T cells were isolated by flow cytometry from the spleen of tumor naive, untreated ROSA26^mTmG FVB/NRj female mice. Spleens were gently mechanically dissociated using a scalpel blade and glass slides and single cells were incubated in a red cell lysis buffer (NH4Cl 155 mmol/L, KHCO3 1 mmol/L, 0.1 mmol/L EDTA diluted in MilliQ water, pH = 7.4) for 5 min at room temperature. Next, splenocytes were blocked for 5 min at room temperature in a blocking buffer (FACS buffer containing 1:50 Fc block CD16/CD32 (BD Biosciences, Clone 2.4G2, Cat. No. 553141)) and incubated with primary antibodies in the dark for 45 min at 4°C (anti-CD11b-BV650 (1:1200, Biolegend, clone M1/70, Cat. No. 101259); anti-CD4-eFluor660 (1:300, BD Bioscience, clone GK1.5, Cat. No. 50-0041-82); anti-CD8-eFluor660 (1:100, ThermoFisher, clone 53-6.7, Cat. No. 50-0081-82). Samples were sorted on a Fusion Cell Sorter, DAPI⁺ (dead cells) and CD11b⁺ cells (myeloid cells) were excluded and T cells were isolated based on CD4/CD8 expression. Following isolation, T cells were cultured in plates coated with an anti-CD3 antibody (1 μg/mL, BD Bioscience, clone 17A2, Cat. No. 564008) in RPMI 1640 Medium (Thermo Fisher Scientific, Cat. No. 21875034) containing FBS (10%, Thermo Fisher Scientific, Cat. No. A4766801), Penicillin/streptomycin (10,000 U/mL; Thermo Fisher Scientific, Cat. No. 15140-122), IL2 (10 U/mL, Thermo Fisher Scientific, Cat. No. PMC0025), β-mercaptoethanol (50 μmol/L), Ultraglutamine (2 mmol/L, Lonza, Cat. No. BE17-605E/U1), PMA (50 ng/mL, Sigma Aldrich), ionomycin (1 μg/mL, Sigm aAldrich). T cells were treated with DMSO or ABT263 (10 μmol/L) for 48 h. Subsequently, T cells were embedded in a mix of BME and T cell medium (1:1 ratio) and plated in a glass-bottom chamber. T cells were imaged on an inverted Leica SP8 Dive system (Leica, Mannheim, Germany) with an InSight X3 laser (Spectra –Physics). ROSA26^mTmG was excited with 960 nm (Insight X3) and detected at 564–698 nm (HyD-RLD4). Time-lapse movies were acquired with a 5 μm z-step and imaged every 10 min for a total of 5 or 6 h. All images were acquired in 12 bit and with a 25×/0.95 NA water immersion objective. T cell migration was analyzed in Imaris using the spot function. This experiment was performed in four biological repeats, we excluded one repeat where we did not observe any T cell movement in neither condition.

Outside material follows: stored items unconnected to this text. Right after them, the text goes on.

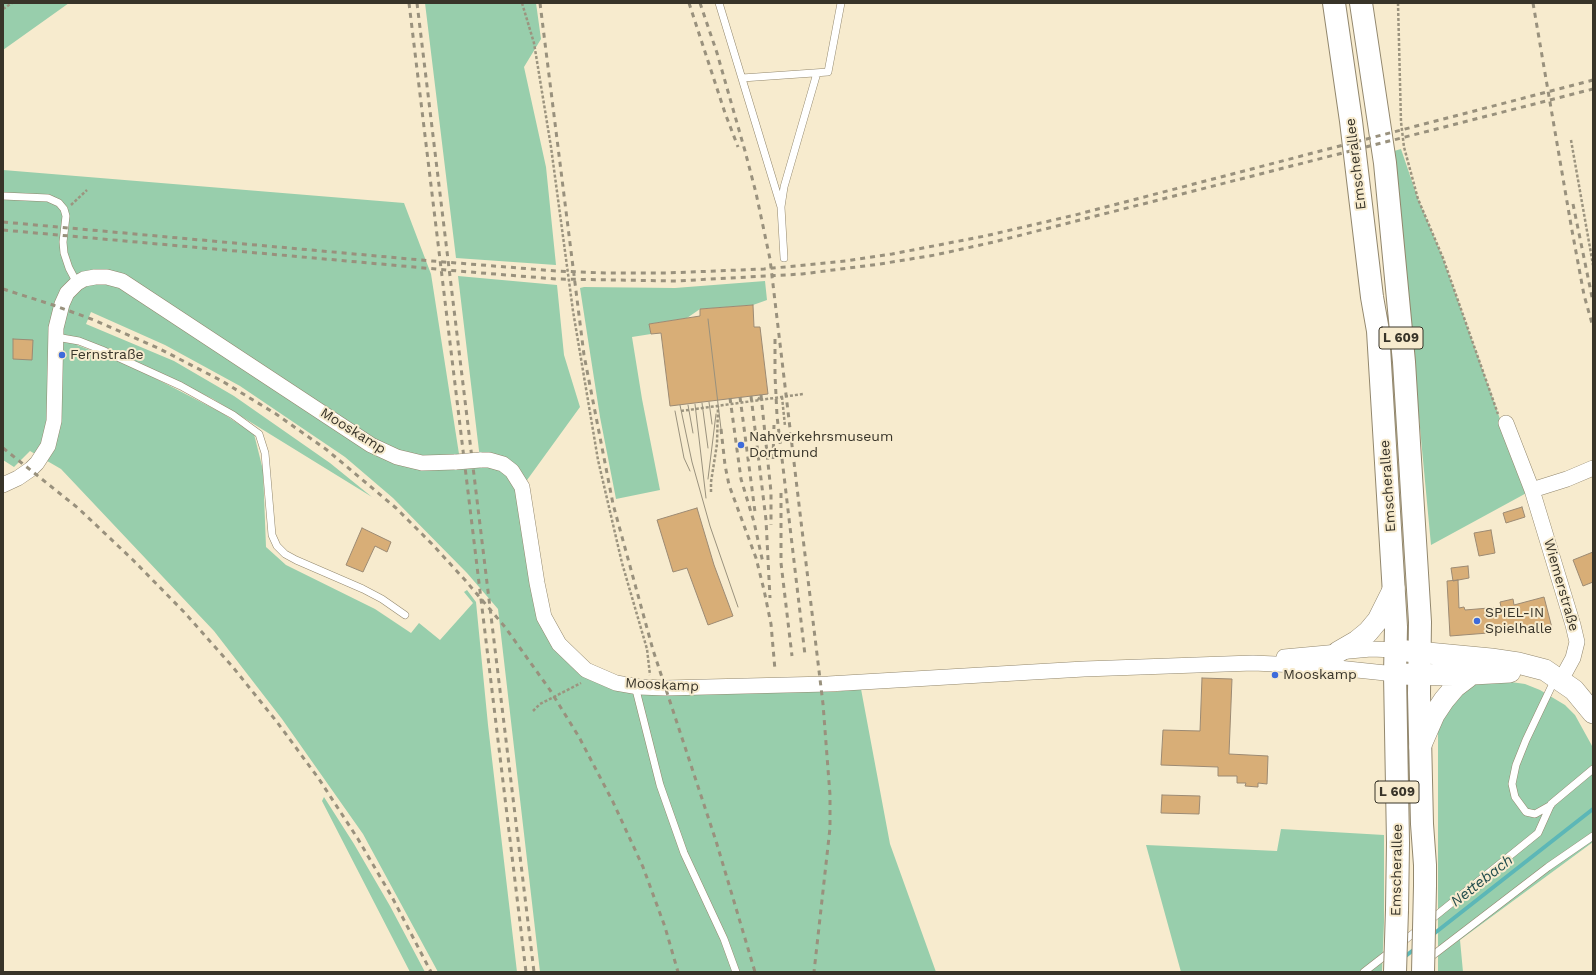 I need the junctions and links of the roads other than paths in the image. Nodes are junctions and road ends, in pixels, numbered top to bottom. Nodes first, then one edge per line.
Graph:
1 (719, 3) edge
2 (841, 3) edge
3 (1334, 3) edge
4 (1361, 3) edge
5 (817, 73) junction
6 (742, 78) junction
7 (3, 196) edge
8 (781, 207) junction
9 (784, 258) dead end
10 (77, 283) junction
11 (56, 337) junction
12 (1506, 423) road end
13 (1593, 468) edge
14 (3, 485) edge
15 (1532, 490) junction
16 (1394, 588) junction
17 (405, 615) dead end
18 (1396, 650) junction
19 (1338, 652) junction
20 (1419, 652) junction
21 (1260, 663) junction
22 (1395, 674) junction
23 (1472, 674) junction
24 (1419, 675) junction
25 (1558, 679) junction
26 (635, 686) junction
27 (1593, 713) edge
28 (1420, 747) junction
29 (1593, 769) edge
30 (1551, 804) junction
31 (1593, 836) edge
32 (1420, 970) edge
33 (736, 972) edge
34 (1364, 972) edge
35 (1395, 972) edge

1 - 6 lane
2 - 5 lane
3 - 16 main road, Emscherallee / L 609
4 - 20 main road, Emscherallee / L 609
5 - 6 lane
5 - 8 lane
6 - 8 lane
7 - 10 lane
8 - 9 lane
10 - 11 street
10 - 26 street, Mooskamp, bridge
11 - 14 street
11 - 17 lane
12 - 15 street, Wiemerstraße
13 - 15 street
15 - 25 street, Wiemerstraße
16 - 18 main road, Emscherallee / L 609
16 - 19 street
18 - 19 street, Mooskamp
18 - 20 street
18 - 22 main road, Emscherallee / L 609
19 - 21 street, Mooskamp
20 - 24 main road, Emscherallee / L 609
20 - 25 street
21 - 22 street, Mooskamp
21 - 26 street, Mooskamp
22 - 24 street
22 - 35 main road, Emscherallee / L 609, bridge
23 - 24 street
23 - 25 street
23 - 28 street
24 - 28 main road, Emscherallee / L 609
25 - 27 street
25 - 30 lane
26 - 33 lane
28 - 32 main road, Emscherallee / L 609, bridge
29 - 30 lane
30 - 34 lane
31 - 32 lane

Quantification and statistical analysis

Unless mentioned otherwise in the figure legends, p-values were determined by unpaired, nonparametric t test with a Mann-Whitney U correction in Prism (GraphPad). Kaplan Meier survival curves were analyzed with a log-rank Mantel-Cox test. Exact p-values are reported on each graph of the figures of this manuscript. ‘n’ reports the number of technical and biological repeats as well as the number of mice on the corresponding figure legends and, where appropriate, in the relevant sections of the ‘method details’ of the STAR Methods. Unless specified otherwise in the figure legend, data are presented as mean with SEM. Mice that did not develop BCBM within 4 weeks of intracranial injections were excluded from the analysis. Image analysis and quantification are described in the relevant sections of the “method details” of the STAR Methods.

Published: November 15, 2022

Data and code availability

Software used in this manuscript are listed in the key resources table. Data reported in this paper will be shared by the lead contact upon request. Any additional information to reanalyze the data reported in this paper is available from the lead contact. This paper does not report original code.